Databricks Community

irinaplacinta · ‎05-19-2025

image (5).png

Authors:

Irina Placinta, Resident Solutions Architect @ Databricks
Canan Girgin, Senior Solutions Consultant @ Databricks

Apache Spark is a powerful engine for big data processing, but small coding mistakes can lead to significant performance degradation. Many Spark users unknowingly introduce anti-patterns that increase execution cost, time, and even cause job failures.

This blog highlights some of the most common mistakes we see in Spark applications and provides best practices to help you write more efficient, scalable code.

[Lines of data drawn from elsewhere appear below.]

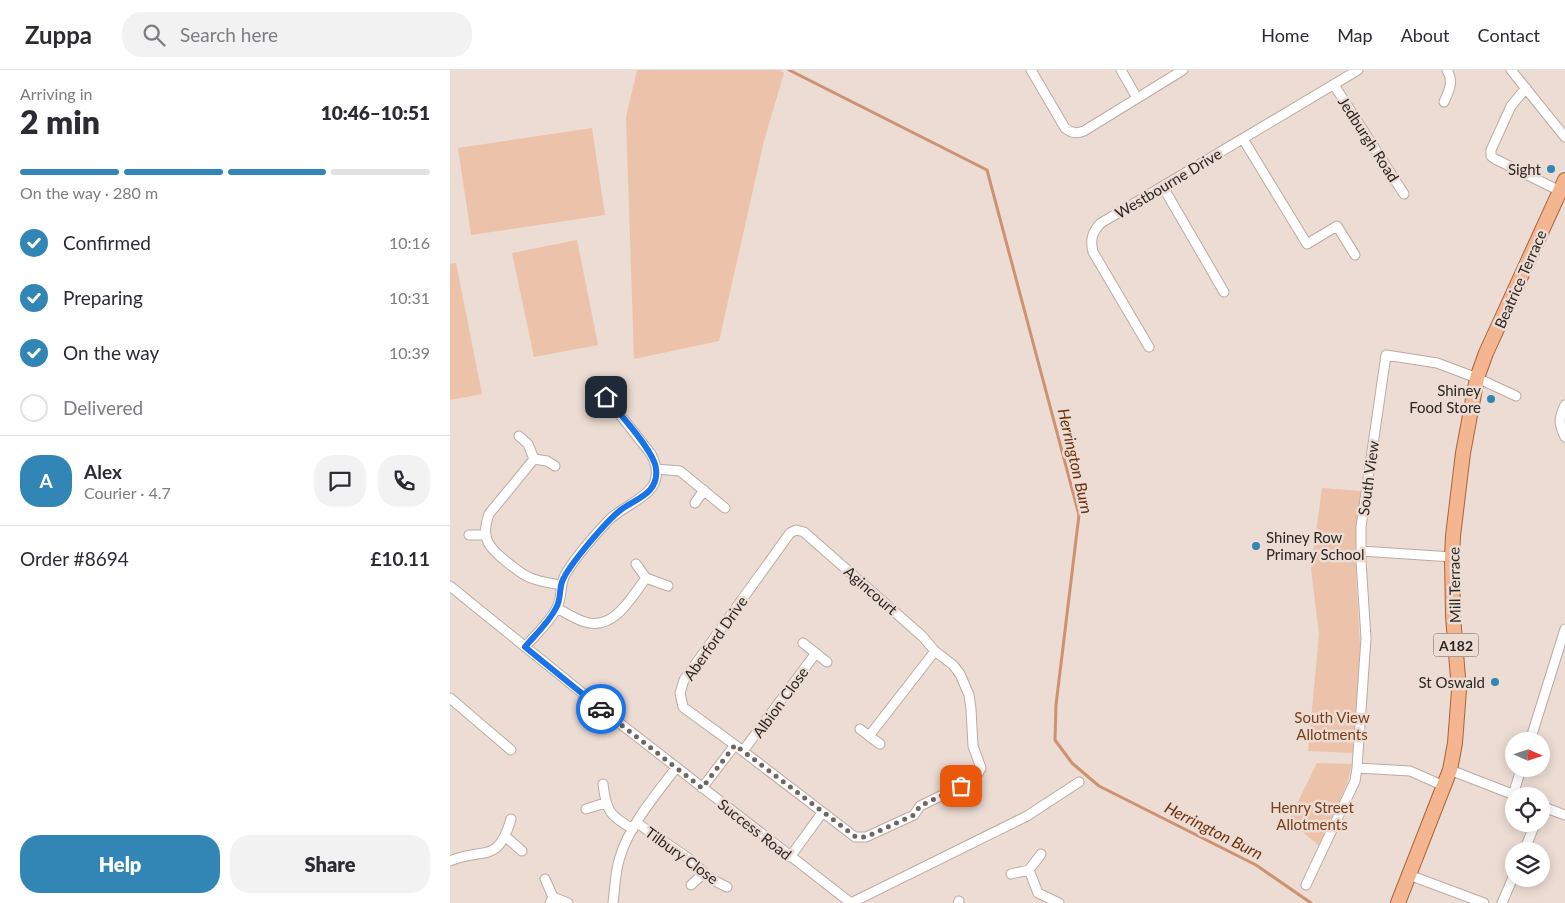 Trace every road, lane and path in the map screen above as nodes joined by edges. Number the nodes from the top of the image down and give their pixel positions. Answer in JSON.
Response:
{"nodes":[{"id":1,"x":1032,"y":70,"type":"edge"},
{"id":2,"x":1121,"y":70,"type":"edge"},
{"id":3,"x":1183,"y":70,"type":"edge"},
{"id":4,"x":1358,"y":70,"type":"edge"},
{"id":5,"x":1448,"y":70,"type":"edge"},
{"id":6,"x":1511,"y":70,"type":"edge"},
{"id":7,"x":1334,"y":85,"type":"junction"},
{"id":8,"x":1526,"y":88,"type":"junction"},
{"id":9,"x":1137,"y":98,"type":"junction"},
{"id":10,"x":1444,"y":102,"type":"dead end"},
{"id":11,"x":1565,"y":136,"type":"edge"},
{"id":12,"x":1243,"y":139,"type":"junction"},
{"id":13,"x":1562,"y":186,"type":"edge"},
{"id":14,"x":1163,"y":187,"type":"junction"},
{"id":15,"x":1404,"y":194,"type":"dead end"},
{"id":16,"x":1355,"y":255,"type":"dead end"},
{"id":17,"x":1224,"y":292,"type":"dead end"},
{"id":18,"x":1149,"y":347,"type":"dead end"},
{"id":19,"x":1478,"y":378,"type":"junction"},
{"id":20,"x":595,"y":383,"type":"dead end"},
{"id":21,"x":1516,"y":396,"type":"dead end"},
{"id":22,"x":1565,"y":405,"type":"edge"},
{"id":23,"x":519,"y":436,"type":"dead end"},
{"id":24,"x":1565,"y":437,"type":"edge"},
{"id":25,"x":534,"y":459,"type":"junction"},
{"id":26,"x":555,"y":466,"type":"dead end"},
{"id":27,"x":656,"y":469,"type":"junction"},
{"id":28,"x":704,"y":490,"type":"junction"},
{"id":29,"x":695,"y":503,"type":"dead end"},
{"id":30,"x":725,"y":508,"type":"dead end"},
{"id":31,"x":804,"y":532,"type":"joint"},
{"id":32,"x":469,"y":535,"type":"dead end"},
{"id":33,"x":484,"y":535,"type":"junction"},
{"id":34,"x":1361,"y":550,"type":"junction"},
{"id":35,"x":1452,"y":557,"type":"junction"},
{"id":36,"x":636,"y":564,"type":"dead end"},
{"id":37,"x":646,"y":578,"type":"junction"},
{"id":38,"x":561,"y":585,"type":"junction"},
{"id":39,"x":450,"y":586,"type":"edge"},
{"id":40,"x":668,"y":586,"type":"dead end"},
{"id":41,"x":556,"y":608,"type":"junction"},
{"id":42,"x":1565,"y":629,"type":"edge"},
{"id":43,"x":803,"y":643,"type":"dead end"},
{"id":44,"x":525,"y":647,"type":"junction"},
{"id":45,"x":935,"y":651,"type":"junction"},
{"id":46,"x":816,"y":653,"type":"junction"},
{"id":47,"x":827,"y":662,"type":"dead end"},
{"id":48,"x":450,"y":698,"type":"edge"},
{"id":49,"x":860,"y":729,"type":"dead end"},
{"id":50,"x":1533,"y":732,"type":"edge"},
{"id":51,"x":869,"y":736,"type":"junction"},
{"id":52,"x":880,"y":744,"type":"dead end"},
{"id":53,"x":735,"y":745,"type":"junction"},
{"id":54,"x":511,"y":750,"type":"dead end"},
{"id":55,"x":743,"y":752,"type":"junction"},
{"id":56,"x":676,"y":768,"type":"junction"},
{"id":57,"x":1358,"y":768,"type":"junction"},
{"id":58,"x":1450,"y":770,"type":"junction"},
{"id":59,"x":979,"y":774,"type":"joint"},
{"id":60,"x":1079,"y":782,"type":"dead end"},
{"id":61,"x":603,"y":784,"type":"dead end"},
{"id":62,"x":1444,"y":786,"type":"junction"},
{"id":63,"x":702,"y":788,"type":"junction"},
{"id":64,"x":1505,"y":792,"type":"edge"},
{"id":65,"x":605,"y":803,"type":"junction"},
{"id":66,"x":586,"y":809,"type":"dead end"},
{"id":67,"x":1550,"y":810,"type":"edge"},
{"id":68,"x":822,"y":813,"type":"junction"},
{"id":69,"x":1565,"y":815,"type":"edge"},
{"id":70,"x":511,"y":819,"type":"dead end"},
{"id":71,"x":635,"y":826,"type":"junction"},
{"id":72,"x":506,"y":837,"type":"junction"},
{"id":73,"x":522,"y":851,"type":"dead end"},
{"id":74,"x":1041,"y":854,"type":"dead end"},
{"id":75,"x":790,"y":857,"type":"junction"},
{"id":76,"x":450,"y":861,"type":"edge"},
{"id":77,"x":1029,"y":870,"type":"junction"},
{"id":78,"x":704,"y":873,"type":"junction"},
{"id":79,"x":1011,"y":874,"type":"dead end"},
{"id":80,"x":1409,"y":875,"type":"junction"},
{"id":81,"x":545,"y":879,"type":"dead end"},
{"id":82,"x":691,"y":885,"type":"dead end"},
{"id":83,"x":1306,"y":885,"type":"dead end"},
{"id":84,"x":727,"y":887,"type":"dead end"},
{"id":85,"x":1509,"y":887,"type":"edge"},
{"id":86,"x":552,"y":900,"type":"edge"},
{"id":87,"x":568,"y":903,"type":"edge"},
{"id":88,"x":613,"y":903,"type":"edge"},
{"id":89,"x":851,"y":903,"type":"edge"},
{"id":90,"x":1059,"y":903,"type":"edge"},
{"id":91,"x":1398,"y":903,"type":"edge"},
{"id":92,"x":1484,"y":903,"type":"edge"},
{"id":93,"x":1502,"y":903,"type":"edge"}],
"edges":[{"from":1,"to":9,"type":"street"},
{"from":2,"to":9,"type":"street"},
{"from":3,"to":9,"type":"street"},
{"from":4,"to":7,"type":"street","name":"Westbourne Drive"},
{"from":5,"to":10,"type":"street"},
{"from":6,"to":8,"type":"street"},
{"from":7,"to":12,"type":"street","name":"Westbourne Drive"},
{"from":7,"to":15,"type":"street","name":"Jedburgh Road"},
{"from":8,"to":11,"type":"street"},
{"from":8,"to":13,"type":"street"},
{"from":12,"to":14,"type":"street","name":"Westbourne Drive"},
{"from":12,"to":16,"type":"street"},
{"from":13,"to":19,"type":"main road","name":"Beatrice Terrace","number":"A182"},
{"from":14,"to":17,"type":"street"},
{"from":14,"to":18,"type":"street","name":"Westbourne Drive"},
{"from":19,"to":21,"type":"street","name":"South View"},
{"from":19,"to":34,"type":"street","name":"South View"},
{"from":19,"to":35,"type":"main road","name":"Mill Terrace","number":"A182"},
{"from":20,"to":27,"type":"street"},
{"from":22,"to":24,"type":"street"},
{"from":23,"to":25,"type":"street"},
{"from":25,"to":26,"type":"street"},
{"from":25,"to":33,"type":"street"},
{"from":27,"to":28,"type":"street"},
{"from":27,"to":38,"type":"street"},
{"from":28,"to":29,"type":"street"},
{"from":28,"to":30,"type":"street"},
{"from":31,"to":45,"type":"street","name":"Agincourt"},
{"from":31,"to":53,"type":"street","name":"Aberford Drive"},
{"from":32,"to":33,"type":"street"},
{"from":33,"to":38,"type":"street"},
{"from":34,"to":35,"type":"street"},
{"from":34,"to":57,"type":"street","name":"South View"},
{"from":35,"to":58,"type":"main road","name":"Mill Terrace","number":"A182"},
{"from":36,"to":37,"type":"street"},
{"from":37,"to":40,"type":"street"},
{"from":37,"to":41,"type":"street"},
{"from":38,"to":41,"type":"street"},
{"from":39,"to":44,"type":"street","name":"Success Road"},
{"from":41,"to":44,"type":"street"},
{"from":42,"to":50,"type":"street"},
{"from":43,"to":46,"type":"street","name":"Albion Close"},
{"from":44,"to":56,"type":"street","name":"Success Road"},
{"from":45,"to":51,"type":"street"},
{"from":45,"to":59,"type":"street","name":"Agincourt"},
{"from":46,"to":47,"type":"street","name":"Albion Close"},
{"from":46,"to":55,"type":"street","name":"Albion Close"},
{"from":48,"to":54,"type":"street"},
{"from":49,"to":51,"type":"street"},
{"from":51,"to":52,"type":"street"},
{"from":53,"to":55,"type":"street","name":"Aberford Drive"},
{"from":53,"to":63,"type":"street"},
{"from":55,"to":68,"type":"street","name":"Aberford Drive"},
{"from":56,"to":63,"type":"street","name":"Success Road"},
{"from":56,"to":71,"type":"street"},
{"from":57,"to":62,"type":"street"},
{"from":57,"to":83,"type":"street","name":"South View"},
{"from":58,"to":62,"type":"main road","name":"Mill Terrace","number":"A182"},
{"from":58,"to":64,"type":"street"},
{"from":59,"to":68,"type":"street","name":"Aberford Drive"},
{"from":60,"to":89,"type":"street"},
{"from":61,"to":65,"type":"street"},
{"from":62,"to":80,"type":"main road","name":"Mill Terrace","number":"A182"},
{"from":63,"to":75,"type":"street","name":"Success Road"},
{"from":65,"to":66,"type":"street"},
{"from":65,"to":71,"type":"street","name":"Tilbury Close"},
{"from":67,"to":69,"type":"street"},
{"from":68,"to":75,"type":"street"},
{"from":70,"to":72,"type":"street"},
{"from":71,"to":78,"type":"street","name":"Tilbury Close"},
{"from":71,"to":88,"type":"street"},
{"from":72,"to":73,"type":"street"},
{"from":72,"to":76,"type":"street"},
{"from":74,"to":77,"type":"street"},
{"from":75,"to":89,"type":"street","name":"Success Road"},
{"from":77,"to":79,"type":"street"},
{"from":77,"to":90,"type":"street"},
{"from":78,"to":82,"type":"street"},
{"from":78,"to":84,"type":"street","name":"Tilbury Close"},
{"from":80,"to":91,"type":"main road","name":"Mill Terrace","number":"A182"},
{"from":80,"to":92,"type":"street"},
{"from":81,"to":86,"type":"street"},
{"from":85,"to":93,"type":"street"},
{"from":86,"to":87,"type":"street"}]}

1. Misusing df.count() in business logic or logs
2. Creating Extremely Wide Tables (100+ Columns)
3. Directly deleting files/tables instead of using table overwrites
4. Calling withColumn() in a Loop
5. Use of repartition(1) or coalesce(1)
6. Applying dropDuplicates() or distinct on all columns
7. Using dropDuplicates() in streaming applications without watermarking
8. Using cache()
9. Using display(), collect() or print(df.count()) in Production
10. Overusing explode() to flatten XML/JSON files

1. Misusing df.count() in business logic or logs

Calling df.count() within the application logic, especially just to check if data is not empty before writing, can be expensive. This is because Spark uses lazy evaluation, and count() triggers the DataFrame to be materialized and a full job to be executed. This can unnecessarily increase execution time.

Recommendations:

Deciding whether to write is often redundant — appending an empty DataFrame works ok. If it fails due to a missing schema, use a try/except block around df.write().

try:
  df.write.mode("append").save(my_path)
except:
  log.error(f"Failed to write data to {my_path}.")
  .....

To log the results of table operations that append/merge, you can get the count from the table history after writing the data instead of running a count on the data frame. This will be much more efficient.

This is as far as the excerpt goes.